Gewaltige Verärgerung rief von daher das Verhalten der Knaben in Marc hervor.

«Wisst ihr», sagte er, «die jetzigen Männer, als die Knaben waren, da waren die längst nicht so schlimm wie ihr. Und das waren weiß Gott keine Unschuldsengel.»

Eine Aussage, die mich weit weniger erstaunte, als sie es wohl hätte tun müssen. Bereits, als wir im Mai in Lüneburg gewesen waren, hatte Marc deutlich gemacht: Die jetzige Knabengeneration war für ihn die bisher schlimmste. Laut Protokoll hatte er das sogar bei der jüngsten Vollversammlung zur Ansprache gebracht. Herr Kaiser aber hatte abgewinkt: Für ihn sei es eher problematisch, dass wir Männer bisher keine Betreuungsaufgaben und Patenschaften übernahmen. Zu welchem Ergebnis man gekommen war, war dem Protokoll nicht zu entnehmen gewesen.

Zumindest jetzt stand unser Chorleiter aber hinter unserem Geschäftsvorsitzenden.

«Leute, ich weiß nicht, ob euch klar ist, was das eigentlich bedeutet», sagte er, «dass man uns in dieser Jugendherberge so unerträglich findet, dass man sagt: ‹Wir verzichten lieber auf das Geld, als euch noch einen Tag länger zu ertragen.›»

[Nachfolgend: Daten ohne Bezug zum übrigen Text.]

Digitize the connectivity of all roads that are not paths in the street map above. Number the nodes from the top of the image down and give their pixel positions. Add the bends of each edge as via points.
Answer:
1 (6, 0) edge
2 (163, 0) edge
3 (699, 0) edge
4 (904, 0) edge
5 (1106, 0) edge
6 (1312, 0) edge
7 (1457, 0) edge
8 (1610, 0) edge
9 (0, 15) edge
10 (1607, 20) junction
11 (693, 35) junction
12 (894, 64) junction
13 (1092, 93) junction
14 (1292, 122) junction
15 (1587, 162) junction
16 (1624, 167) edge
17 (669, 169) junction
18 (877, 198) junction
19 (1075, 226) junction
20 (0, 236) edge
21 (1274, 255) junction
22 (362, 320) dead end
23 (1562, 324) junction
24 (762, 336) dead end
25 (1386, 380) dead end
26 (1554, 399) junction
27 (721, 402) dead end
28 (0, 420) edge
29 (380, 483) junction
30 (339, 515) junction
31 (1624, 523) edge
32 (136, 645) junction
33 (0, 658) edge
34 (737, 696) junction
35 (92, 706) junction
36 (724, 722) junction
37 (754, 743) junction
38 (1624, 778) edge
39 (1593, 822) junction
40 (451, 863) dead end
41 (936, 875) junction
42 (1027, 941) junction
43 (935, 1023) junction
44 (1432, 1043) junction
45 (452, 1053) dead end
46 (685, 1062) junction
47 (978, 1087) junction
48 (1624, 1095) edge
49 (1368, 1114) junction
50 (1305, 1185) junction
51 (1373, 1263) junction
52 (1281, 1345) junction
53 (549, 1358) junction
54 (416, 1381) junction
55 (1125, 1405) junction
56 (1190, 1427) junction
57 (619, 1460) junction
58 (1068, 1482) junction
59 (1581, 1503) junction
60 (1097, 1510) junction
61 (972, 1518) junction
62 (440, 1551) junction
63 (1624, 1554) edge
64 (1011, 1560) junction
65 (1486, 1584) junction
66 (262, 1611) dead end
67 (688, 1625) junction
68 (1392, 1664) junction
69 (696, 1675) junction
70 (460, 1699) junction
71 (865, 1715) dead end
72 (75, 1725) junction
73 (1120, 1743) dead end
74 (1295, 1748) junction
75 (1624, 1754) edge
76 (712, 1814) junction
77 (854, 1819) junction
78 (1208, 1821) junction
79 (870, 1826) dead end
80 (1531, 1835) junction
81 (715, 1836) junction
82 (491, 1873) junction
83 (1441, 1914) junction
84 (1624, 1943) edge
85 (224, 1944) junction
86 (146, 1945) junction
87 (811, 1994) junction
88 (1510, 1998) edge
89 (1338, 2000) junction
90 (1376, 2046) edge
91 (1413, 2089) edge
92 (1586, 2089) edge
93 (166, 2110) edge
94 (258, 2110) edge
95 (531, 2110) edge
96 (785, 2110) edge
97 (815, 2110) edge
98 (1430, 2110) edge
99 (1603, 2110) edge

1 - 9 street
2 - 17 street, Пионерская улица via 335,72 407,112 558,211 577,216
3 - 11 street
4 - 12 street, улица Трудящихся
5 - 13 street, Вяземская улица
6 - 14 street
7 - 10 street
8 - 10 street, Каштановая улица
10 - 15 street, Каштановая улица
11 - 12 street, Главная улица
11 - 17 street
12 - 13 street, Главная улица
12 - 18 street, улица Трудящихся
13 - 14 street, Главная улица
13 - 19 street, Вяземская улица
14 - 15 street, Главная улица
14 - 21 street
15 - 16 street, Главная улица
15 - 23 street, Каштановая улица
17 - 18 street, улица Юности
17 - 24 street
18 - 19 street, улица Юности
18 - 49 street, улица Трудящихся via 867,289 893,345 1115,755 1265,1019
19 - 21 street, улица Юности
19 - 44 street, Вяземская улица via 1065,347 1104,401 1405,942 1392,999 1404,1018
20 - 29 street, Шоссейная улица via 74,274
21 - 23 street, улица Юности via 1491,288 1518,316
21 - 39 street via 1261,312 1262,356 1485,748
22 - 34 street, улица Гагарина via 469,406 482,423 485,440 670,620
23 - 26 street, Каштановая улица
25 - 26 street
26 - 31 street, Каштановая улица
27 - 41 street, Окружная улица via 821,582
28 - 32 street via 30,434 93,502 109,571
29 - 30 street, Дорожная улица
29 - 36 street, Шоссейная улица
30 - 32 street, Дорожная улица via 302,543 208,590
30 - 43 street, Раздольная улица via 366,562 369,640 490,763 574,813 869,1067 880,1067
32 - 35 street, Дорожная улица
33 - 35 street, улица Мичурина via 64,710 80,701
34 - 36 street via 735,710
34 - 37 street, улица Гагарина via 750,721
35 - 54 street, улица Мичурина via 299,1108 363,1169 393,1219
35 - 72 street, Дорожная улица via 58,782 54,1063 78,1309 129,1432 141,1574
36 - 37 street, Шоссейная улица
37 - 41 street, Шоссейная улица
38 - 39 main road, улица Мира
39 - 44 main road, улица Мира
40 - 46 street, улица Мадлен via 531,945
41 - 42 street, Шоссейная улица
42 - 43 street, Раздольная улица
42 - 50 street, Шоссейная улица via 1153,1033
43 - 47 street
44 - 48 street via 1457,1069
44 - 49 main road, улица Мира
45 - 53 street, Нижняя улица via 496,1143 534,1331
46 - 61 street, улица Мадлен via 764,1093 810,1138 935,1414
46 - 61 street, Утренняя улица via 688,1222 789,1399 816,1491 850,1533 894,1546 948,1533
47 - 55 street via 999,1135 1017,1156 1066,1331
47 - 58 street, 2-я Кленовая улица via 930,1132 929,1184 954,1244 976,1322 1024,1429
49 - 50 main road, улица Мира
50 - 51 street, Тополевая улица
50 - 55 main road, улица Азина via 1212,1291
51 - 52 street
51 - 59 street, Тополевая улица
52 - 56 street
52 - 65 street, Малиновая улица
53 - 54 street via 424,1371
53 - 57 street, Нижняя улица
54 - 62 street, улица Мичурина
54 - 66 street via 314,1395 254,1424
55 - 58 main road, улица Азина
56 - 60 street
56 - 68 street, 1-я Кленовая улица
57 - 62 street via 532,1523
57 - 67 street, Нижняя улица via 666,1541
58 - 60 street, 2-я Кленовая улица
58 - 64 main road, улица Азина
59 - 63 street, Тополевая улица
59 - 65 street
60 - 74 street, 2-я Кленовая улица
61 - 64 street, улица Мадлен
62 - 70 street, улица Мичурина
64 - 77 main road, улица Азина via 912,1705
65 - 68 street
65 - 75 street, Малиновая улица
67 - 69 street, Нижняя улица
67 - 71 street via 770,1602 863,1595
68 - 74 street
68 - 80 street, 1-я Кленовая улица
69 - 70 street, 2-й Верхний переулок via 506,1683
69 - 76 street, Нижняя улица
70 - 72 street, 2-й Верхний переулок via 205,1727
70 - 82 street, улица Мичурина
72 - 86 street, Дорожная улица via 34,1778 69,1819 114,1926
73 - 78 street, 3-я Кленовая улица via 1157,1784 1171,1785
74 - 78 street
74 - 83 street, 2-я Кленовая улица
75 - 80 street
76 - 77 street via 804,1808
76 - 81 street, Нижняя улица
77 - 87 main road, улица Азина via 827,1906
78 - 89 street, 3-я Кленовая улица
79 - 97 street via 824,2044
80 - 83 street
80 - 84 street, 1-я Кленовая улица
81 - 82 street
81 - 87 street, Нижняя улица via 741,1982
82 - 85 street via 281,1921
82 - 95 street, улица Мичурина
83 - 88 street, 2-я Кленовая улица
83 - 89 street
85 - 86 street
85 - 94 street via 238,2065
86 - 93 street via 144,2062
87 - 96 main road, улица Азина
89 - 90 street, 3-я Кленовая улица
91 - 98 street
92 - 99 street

Als Marc und Herr Kaiser ihre Rede vollendet hatten, verließen sie den Raum. Marc wählte dabei eine Route, die an meinem Platz vorbeiführte.

«Danke!», sagte er zu mir. Ich konnte nur vermuten, dass er sich damit auf das bezog, was ich vorhin zu den Knaben gesagt hatte. Und damit war klar: Es herrschte einmal mehr Burgfrieden. Das Unglück hatte nicht vor Landesgrenzen haltgemacht. Marc würde wohl erst seinen Frieden finden, wenn er – tot oder lebendig – Hamburger Boden erreicht hatte.